_WHAT YOU WILL DO:_
Please tally the lines of the listing that follows where the word "dead" appears, and reply with the number only.

================

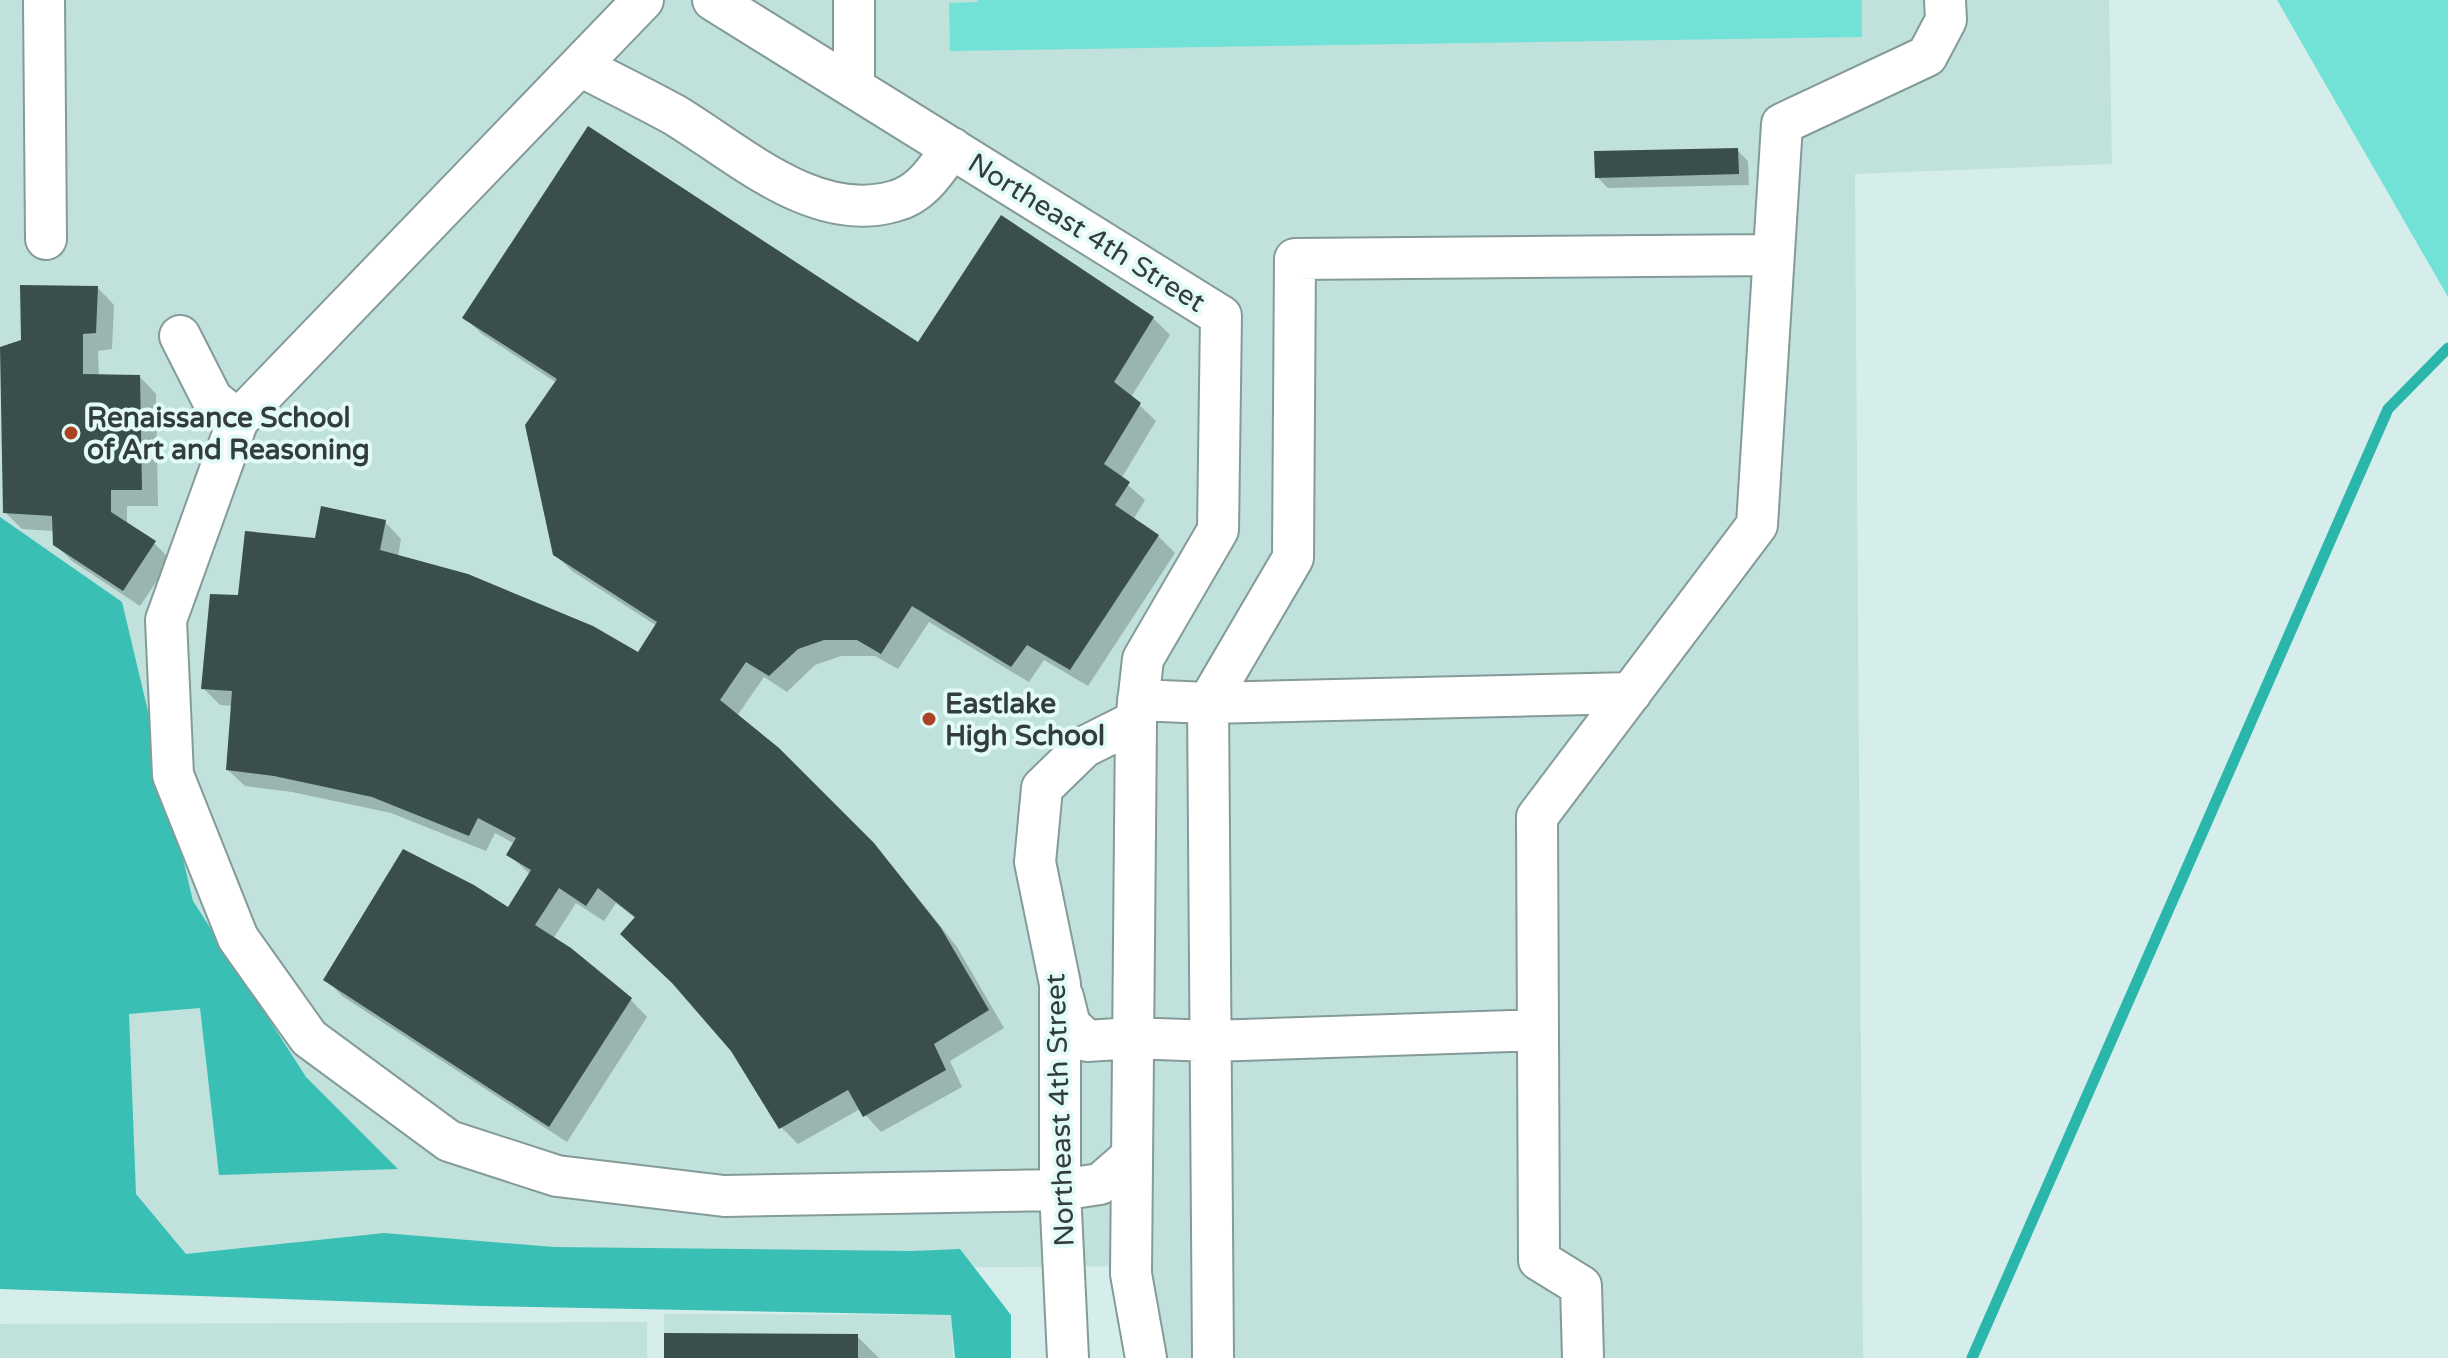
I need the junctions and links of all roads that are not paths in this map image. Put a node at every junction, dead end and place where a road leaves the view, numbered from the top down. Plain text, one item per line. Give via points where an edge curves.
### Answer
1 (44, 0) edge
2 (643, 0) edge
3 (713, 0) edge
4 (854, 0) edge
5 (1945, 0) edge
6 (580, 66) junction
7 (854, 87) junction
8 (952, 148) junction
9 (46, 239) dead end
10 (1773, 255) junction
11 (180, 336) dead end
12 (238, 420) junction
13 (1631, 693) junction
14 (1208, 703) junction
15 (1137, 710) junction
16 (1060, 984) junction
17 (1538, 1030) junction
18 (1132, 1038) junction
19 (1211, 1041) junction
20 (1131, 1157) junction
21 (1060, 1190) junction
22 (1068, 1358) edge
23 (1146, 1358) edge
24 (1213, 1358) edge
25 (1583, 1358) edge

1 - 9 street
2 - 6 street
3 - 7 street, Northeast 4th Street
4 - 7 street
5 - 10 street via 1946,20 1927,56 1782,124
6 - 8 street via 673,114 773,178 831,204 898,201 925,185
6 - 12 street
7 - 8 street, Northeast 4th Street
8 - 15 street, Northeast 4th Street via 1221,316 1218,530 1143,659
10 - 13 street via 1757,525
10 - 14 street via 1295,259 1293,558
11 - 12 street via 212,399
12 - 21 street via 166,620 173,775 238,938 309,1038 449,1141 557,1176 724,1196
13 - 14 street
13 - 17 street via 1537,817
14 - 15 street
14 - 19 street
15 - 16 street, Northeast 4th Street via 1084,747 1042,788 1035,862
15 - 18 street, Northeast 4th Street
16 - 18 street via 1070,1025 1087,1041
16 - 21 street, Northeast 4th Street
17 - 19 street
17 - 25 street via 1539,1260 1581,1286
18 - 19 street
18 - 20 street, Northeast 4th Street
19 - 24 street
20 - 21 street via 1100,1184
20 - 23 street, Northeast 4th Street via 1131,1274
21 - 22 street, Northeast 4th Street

================

_ANSWER TO THIS TASK:_
3